A speech by the Lebanese Shiite Hezbollah movement’s leader Hasan Nasrallah is transmitted on a large screen in the Lebanese capital Beirut’s southern suburbs on September 2, 2019. (AFP)

In his comments Monday, Nasrallah did not address the question of casualties, though he was adamant that his forces had “hit [the target] without a doubt.” Instead he focused on the supposed audacity of the attack and sought to cast the assault itself as a victory.

In the past, “[Israel] would not tolerate anyone putting a hand on the fence, sending something like a drone back and forth quickly, shooting in the air or throwing a bomb into an open area,” Nasrallah said. “It would respond harshly because for it that was a red line. What happened yesterday is that the resistance broke what has for the past dozens of years been the biggest Israeli red line.

“It is no longer a red line,” he said. “That has ended. There are no more red lines.”

Nasrallah vowed to hit “deep inside Israel,” and not just along the border, in case of a new Israeli attack.

Nasrallah took credit for what he termed a successful operation in Sunday’s missile attack on IDF positions, despite the failure to cause Israeli casualties.

“Despite all the preparations and fake targets the enemy scattered along the border, we waited for our target and when it came, we hit it, without any doubt,” he said of the missiles which struck the IDF vehicle as well as an army post at Avivim.

And he urged his followers not to view the Sunday attack as underwhelming, saying its importance was in the psychological effect it had on the Israelis.

“The entire border was evacuated, you couldn’t see a single soldier on the border, nor any of the tractors we saw for a time. Second, they evacuated all their forward command posts,” Nasrallah said. “They emptied entire bases, like Avivim, a complete evacuation. A reporter from one channel walked around there and showed how everything was empty, there was no one. Entire outposts were emptied, some of them deep inside [Israeli territory].”

He was referring to a report by RT Arabic Monday in which a reporter could be seen walking around the Avivim post, which was deserted. The IDF later acknowledged it had been evacuated due to the Hezbollah threats.

Smoke rises from a fire caused from a rocket fired from Lebanon near Moshav Avivim on the border with Lebanon, in northern Israel, September 1, 2019. (David Cohen/Flash90)

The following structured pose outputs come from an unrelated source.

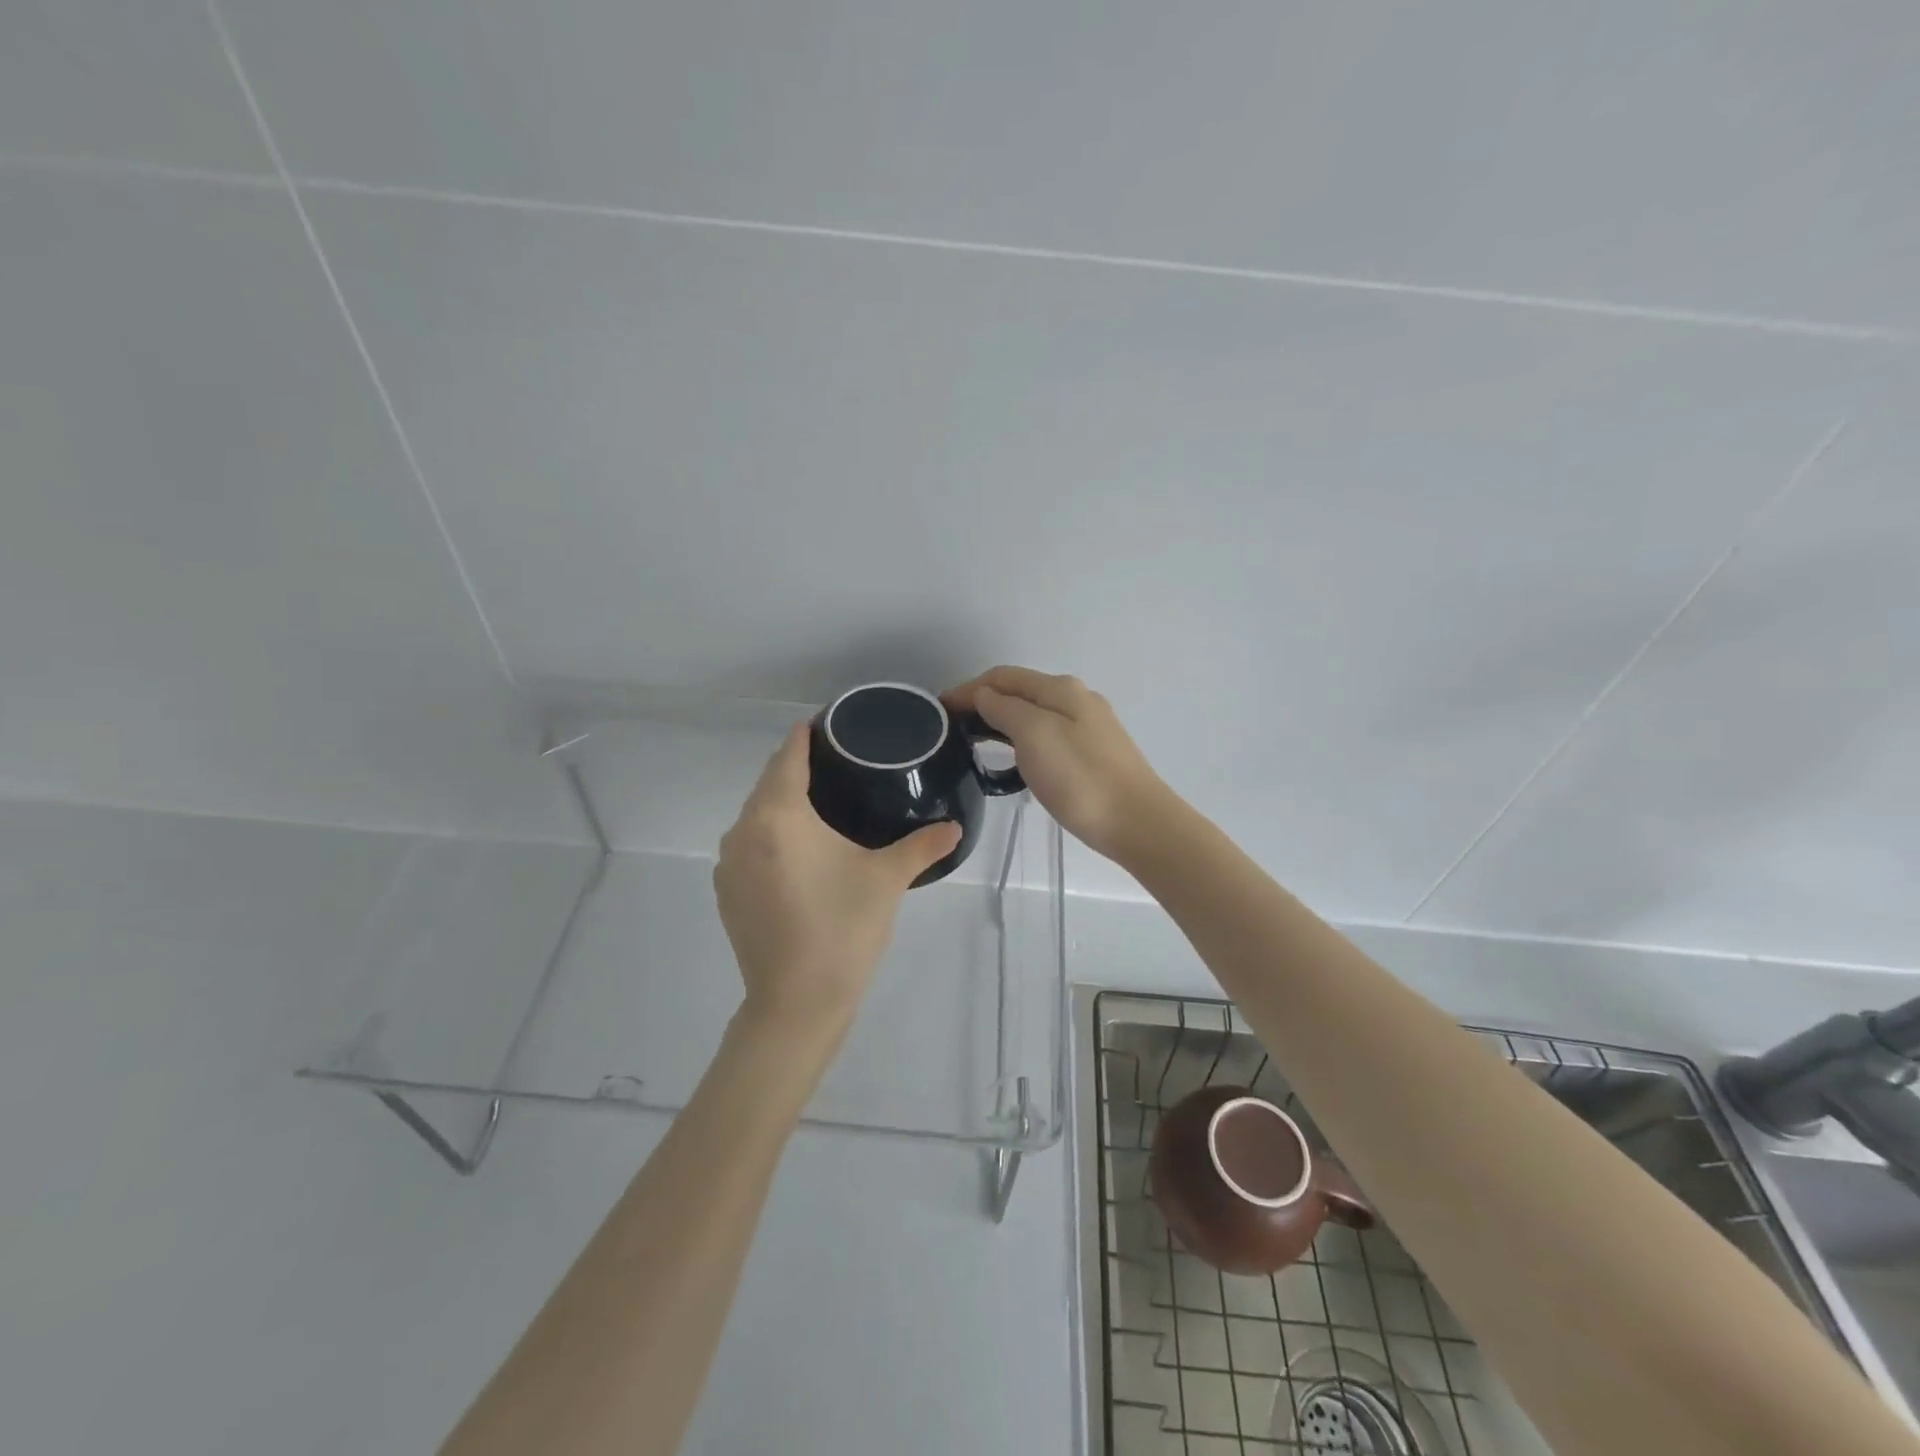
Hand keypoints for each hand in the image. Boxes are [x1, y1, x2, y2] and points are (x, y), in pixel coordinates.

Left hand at [714, 722, 961, 1038]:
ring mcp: (729, 864)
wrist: (796, 1003)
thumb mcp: (887, 879)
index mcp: (778, 816)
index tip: (831, 725)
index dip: (807, 735)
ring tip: (822, 804)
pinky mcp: (727, 892)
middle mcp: (743, 830)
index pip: (788, 756)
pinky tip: (798, 851)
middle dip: (797, 767)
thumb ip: (922, 845)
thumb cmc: (843, 929)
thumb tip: (955, 827)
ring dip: (782, 803)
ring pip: (755, 815)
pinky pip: (748, 844)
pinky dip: (770, 835)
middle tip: (838, 763)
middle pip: (769, 782)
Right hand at [944, 666, 1171, 861]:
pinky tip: (1011, 758)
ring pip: (1031, 713)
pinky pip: (1044, 734)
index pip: (1002, 677)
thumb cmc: (1080, 778)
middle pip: (1018, 691)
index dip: (968, 689)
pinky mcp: (1092, 752)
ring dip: (999, 720)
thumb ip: (1005, 709)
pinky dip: (1018, 738)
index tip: (938, 710)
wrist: (1137, 822)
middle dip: (981, 702)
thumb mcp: (1034, 735)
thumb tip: (983, 695)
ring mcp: (1087, 725)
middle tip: (950, 729)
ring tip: (971, 742)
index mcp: (1060, 689)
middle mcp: (1075, 698)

Nasrallah mocked Israel’s response to the anti-tank missile attack: “Israel, which responds to every grenade or action, did everything it could to contain the incident, and most of the fire it directed [toward Lebanon in response to the Hezbollah attack] was at defensive targets, not offensive ones.”

Also Monday, Netanyahu issued a video statement on Sunday’s exchange of fire with Hezbollah, saying Israel “acted with determination and responsibility. We kept our citizens safe and also guarded the well-being of our soldiers.”

“The man in the bunker in Beirut knows exactly why he is in a bunker,” Netanyahu said of Nasrallah. “We will continue to do everything necessary to keep Israel safe — at sea, on the ground and in the air — and we will also continue to work against the threat of the precise missiles.”

Adam Rasgon, Jacob Magid and AFP contributed to this report.